Sayangnya, pada rapat koordinasi terbatas (rakornas) antar K/L tersebut, pihak peritel tidak dilibatkan.
"Sudah terjadi (rakornas) pada hari Kamis setelah Pemilu, tanggal 15 Februari lalu. Tapi setelah itu kami dapat info, karena kami tidak diundang. Kami dapat info bahwa rafaksi mau dibayar, tapi sesuai perhitungan Sucofindo," kata Roy saat ditemui di Hotel Kempinski, Jakarta, Senin (4/2/2024).
Melihat hal tersebut, Roy menilai pemerintah tidak berniat untuk melunasi utangnya. Padahal besaran total utang yang diterimanya bukanlah menjadi prioritas utama. Asalkan pemerintah juga mau transparansi proses perhitungannya.
"Kami peritel, angka itu menjadi prioritas kedua, yang penting niat bayar dulu. Karena sekarang niat bayarnya itu nggak keliatan kan. Angka itu prioritas kedua, selagi kami diberitahu perhitungannya gimana, angkanya dari mana, rumusnya apa, kenapa demikian," jelasnya.
Lebih lanjut, Roy menjelaskan ke depannya akan ada pertemuan yang membahas persoalan angka tersebut. Namun, dia belum bisa membeberkan waktu tepatnya. Sebab, pihak Kementerian Perdagangan belum siap.
"Tapi, akan ada pertemuan lebih lanjut terkait detail teknis terhadap angka.

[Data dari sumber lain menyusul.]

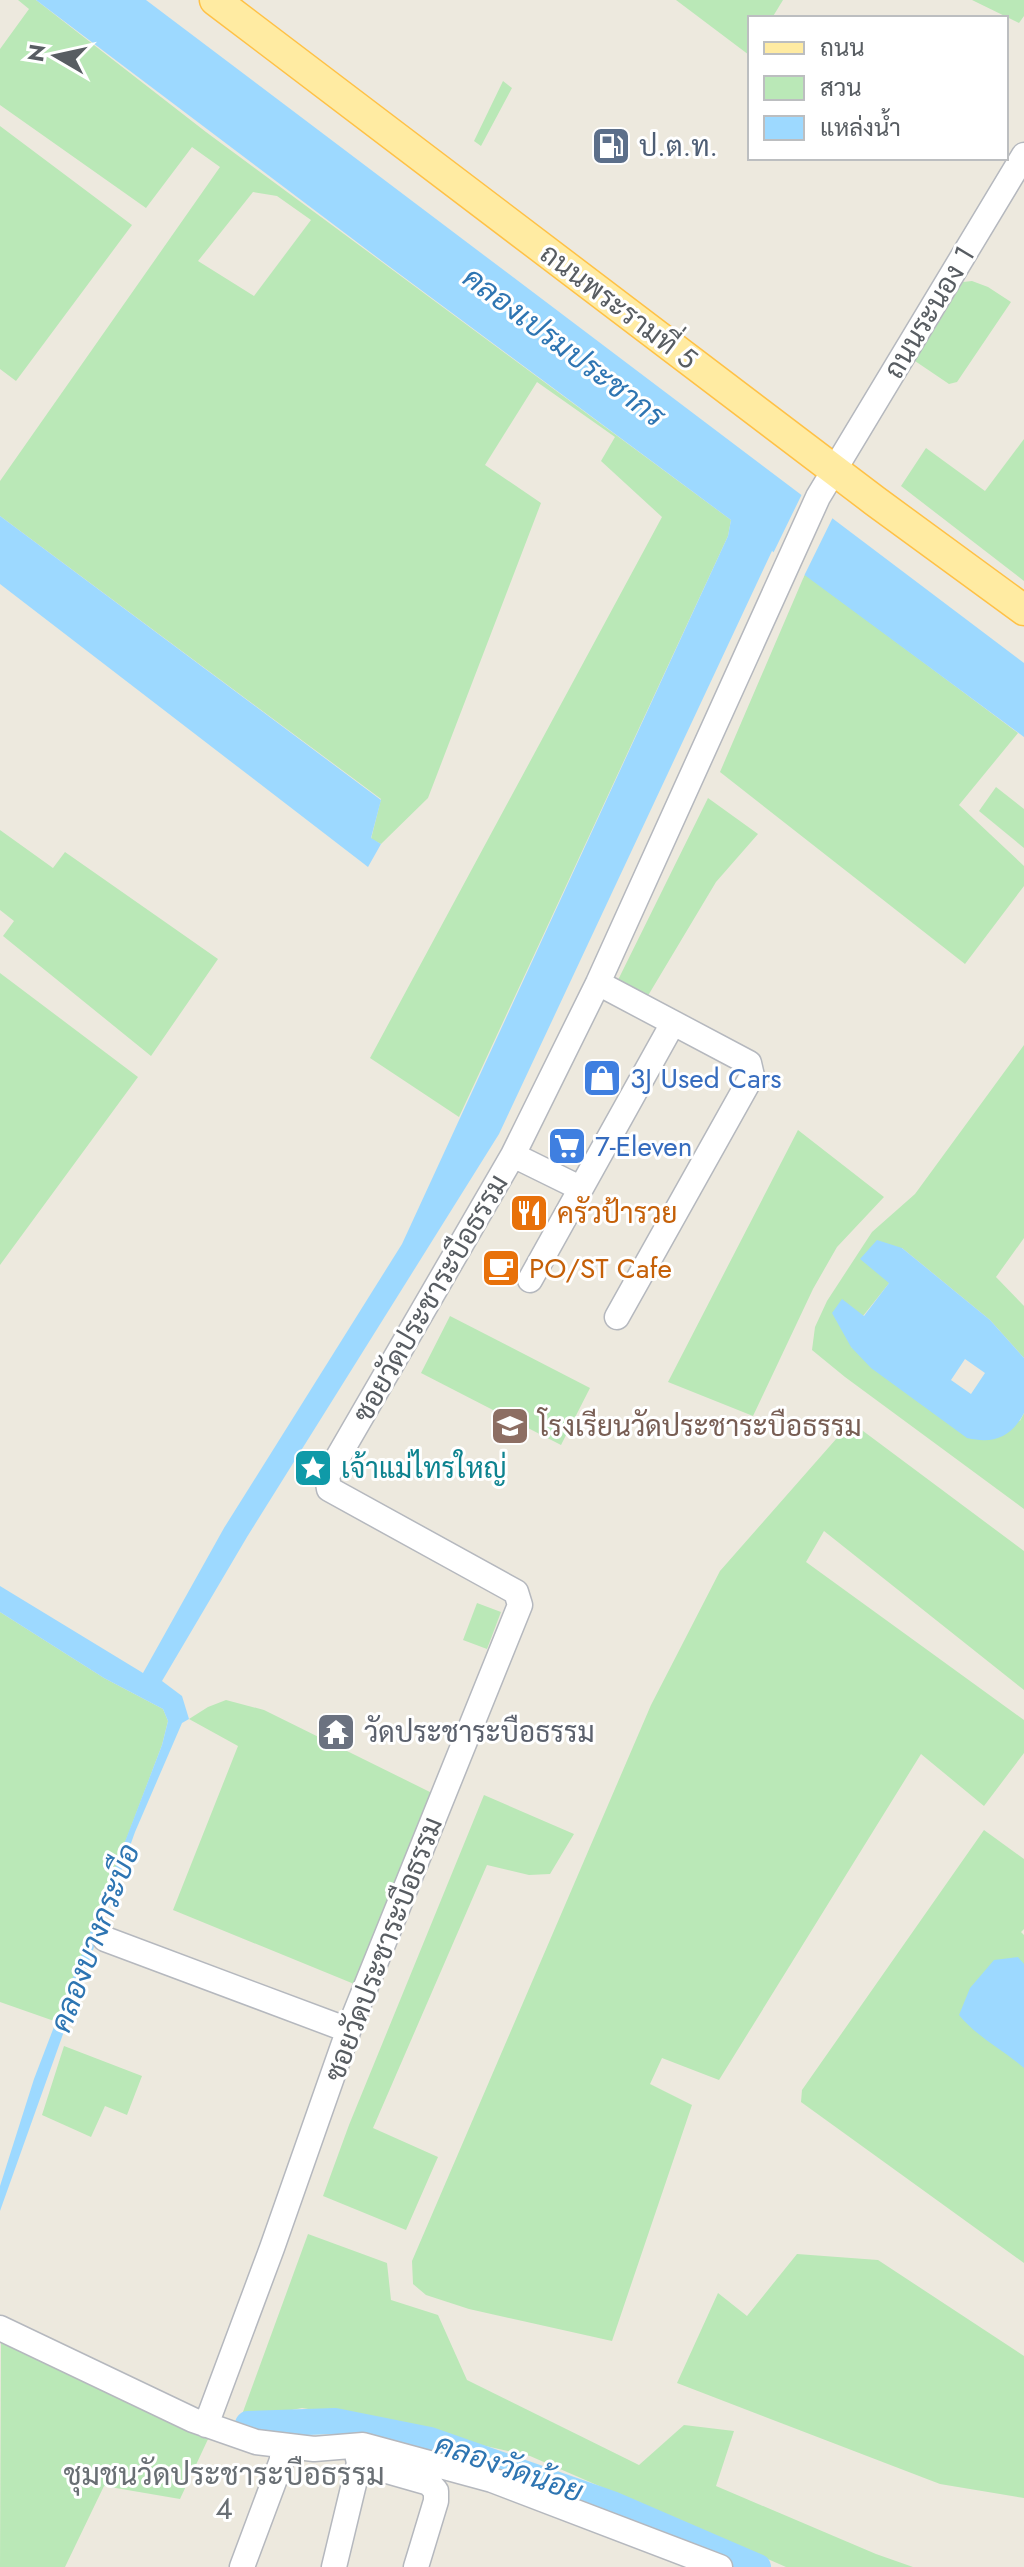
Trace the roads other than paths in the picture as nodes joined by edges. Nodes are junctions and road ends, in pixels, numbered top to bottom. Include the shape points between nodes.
1 (215, 0) edge
2 (1024, 155) edge
3 (833, 469) junction
4 (818, 497) joint
5 (1024, 610) edge
6 (598, 983) junction
7 (673, 1023) junction
8 (513, 1155) junction
9 (580, 1188) junction
10 (530, 1280) dead end
11 (617, 1317) dead end
12 (105, 1939) dead end
13 (348, 2030) junction
14 (0, 2328) edge
15 (200, 2422) junction
16 (282, 2446) junction
17 (357, 2455) junction
18 (681, 2560) edge
19 (242, 2567) edge
20 (334, 2567) edge
21 (416, 2567) edge
22 (720, 2567) edge

1 - 3 main road, ถนนพระรามที่ 5
2 - 3 street, ถนนระนอง 1
3 - 4 street, ถนนระนอง 1
3 - 5 main road, ถนนพระรามที่ 5
4 - 6 street, ซอยวัดประชาระบือธรรม
6 - 7 street
6 - 8 street, ซอยวัดประชาระบือธรรม
7 - 9 street
7 - 11 street via 749,1063 752,1076
8 - 9 street
8 - 13 street, ซอยวัดประชาระบือธรรม via 327,1476 329,1489 516,1592 520,1605
9 - 10 street
12 - 13 street
13 - 15 street, ซอยวัดประชาระบือธรรม via 264,2271
14 - 15 street
15 - 16 street
16 - 17 street
16 - 19 street via 282,2460
17 - 18 street via 363,2445 492,2480
17 - 20 street
17 - 21 street via 429,2483 436,2491
18 - 22 street

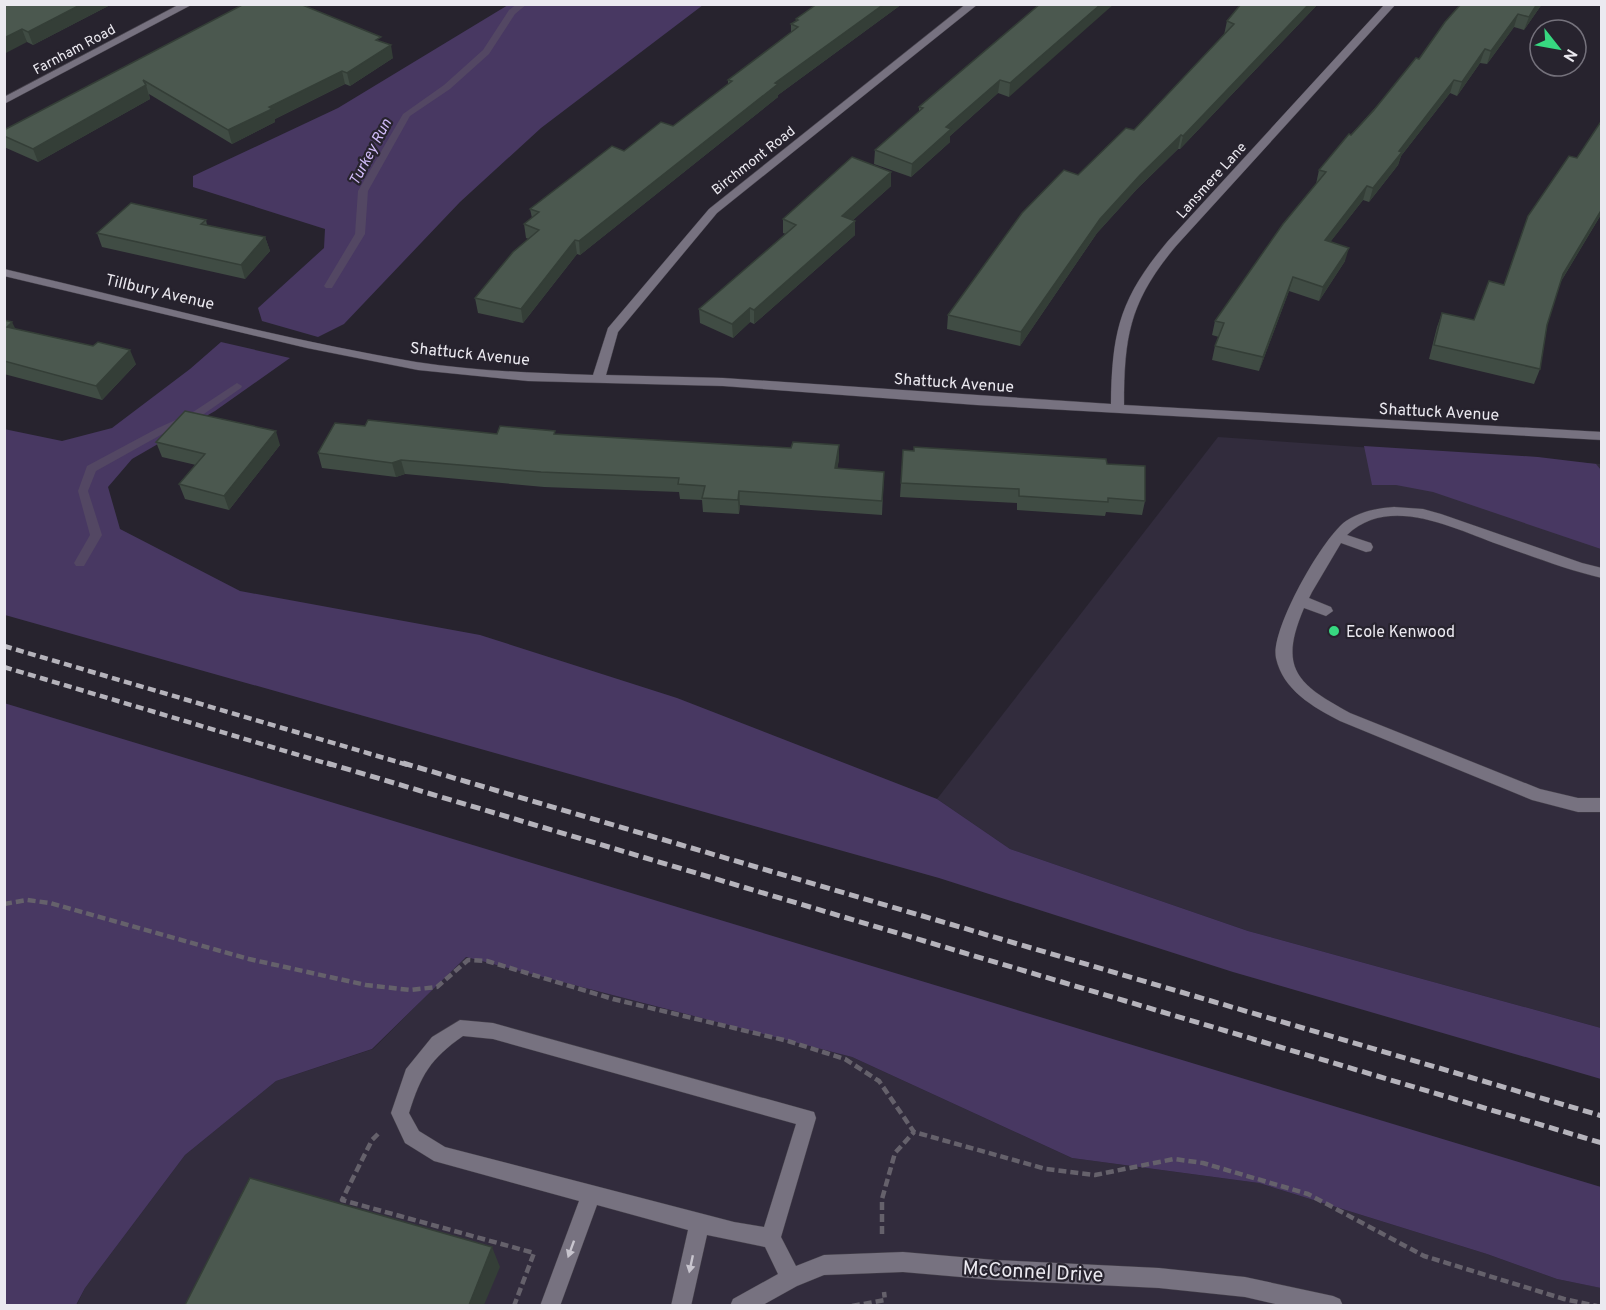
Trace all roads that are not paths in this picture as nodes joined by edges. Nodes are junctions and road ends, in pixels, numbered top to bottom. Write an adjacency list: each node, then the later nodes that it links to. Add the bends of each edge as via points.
1 (188, 4): 4 (street, Farnham Road)
2 (973, 4): 7 (street, Birchmont Road, via 713,211 612,331)
3 (1391, 4): 8 (street, Lansmere Lane, via 1144,281 1129,308 1122,333)
4 (4, 101)
5 (4, 272): 6 (street, Tillbury Avenue)
6 (307, 344): 7 (street, Shattuck Avenue, via 418,366 528,377)
7 (598, 379): 8 (street, Shattuck Avenue, via 723,382)
8 (1118, 407): 9 (street, Shattuck Avenue)
9 (1602, 436)
10 (1338, 537): 11 (street); 12 (street, via 1362,518 1387,512 1413,512); 13 (street)
11 (1366, 547)
12 (1602, 573)
13 (1301, 601): 14 (street); 15 (street, via 1287,630 1283,655 1288,671 1315,699 1345,717 1538,795 1578,805)
14 (1326, 611)
15 (1602, 805)
16 (591, 1194): 17 (street); 18 (street, via 441,1155 412,1137 400,1113 412,1075 438,1043 460,1028 494,1031 807,1118); 20 (street, one-way to 20)
17 (700, 1222): 18 (street); 21 (street, one-way to 21)
18 (771, 1238): 19 (street)
19 (791, 1278): 22 (street, McConnel Drive); 23 (street, McConnel Drive, via 824,1265 903,1262 1159,1278 1245,1287)
20 (550, 1305)
21 (681, 1305)
22 (740, 1305)
23 (1333, 1305)

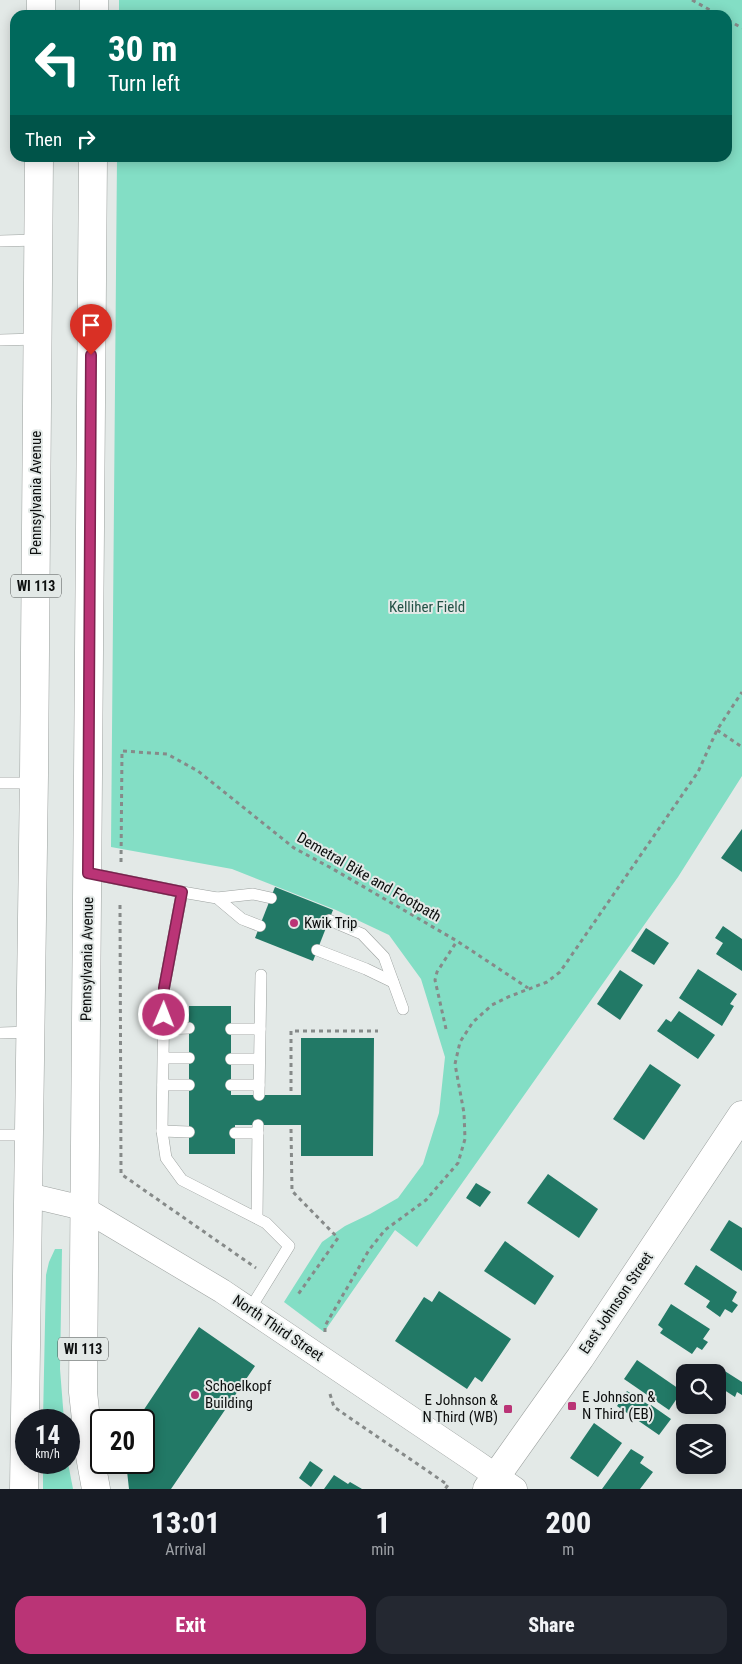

Terakhir dapat informasi bahwa Kemendag-nya yang belum siap untuk mengadakan lagi pertemuan detail," imbuhnya.
Sebagai informasi, utang pemerintah terkait program satu harga minyak goreng (rafaksi) minyak goreng sudah dua tahun belum dibayarkan kepada pengusaha.
Seperti diketahui, program itu diluncurkan pada 19 Januari 2022 lalu sebagai penugasan kepada produsen minyak goreng dan Asosiasi Pengusaha Ritel Indonesia (Aprindo) untuk menjual minyak goreng murah saat harga komoditas itu mahal.
Kala itu semua pengusaha diminta menjual minyak goreng seharga Rp 14.000 per liter, sementara itu harga minyak goreng di pasaran kala itu berkisar di Rp 17.000-20.000 per liter. Nah selisih harga atau rafaksi itu dalam Permendag 3 disebut akan dibayarkan pemerintah.
Masalah muncul ketika Permendag 3 digantikan dengan Permendag 6 tahun 2022. Beleid baru itu membatalkan aturan lama soal rafaksi yang ditanggung pemerintah. Padahal, seharusnya utang pemerintah kepada pengusaha tetap harus dibayarkan.
Adapun terkait dengan perbedaan selisih pembayaran rafaksi, surveyor yang digunakan oleh pemerintah yakni PT Sucofindo, yang mana hasil verifikasinya nilai pergantian selisih harga atau rafaksi sebesar Rp 474,8 miliar. Nilai itu berbeda dengan klaim produsen senilai Rp 812 miliar dan peritel Rp 344 miliar. (fdl/fdl)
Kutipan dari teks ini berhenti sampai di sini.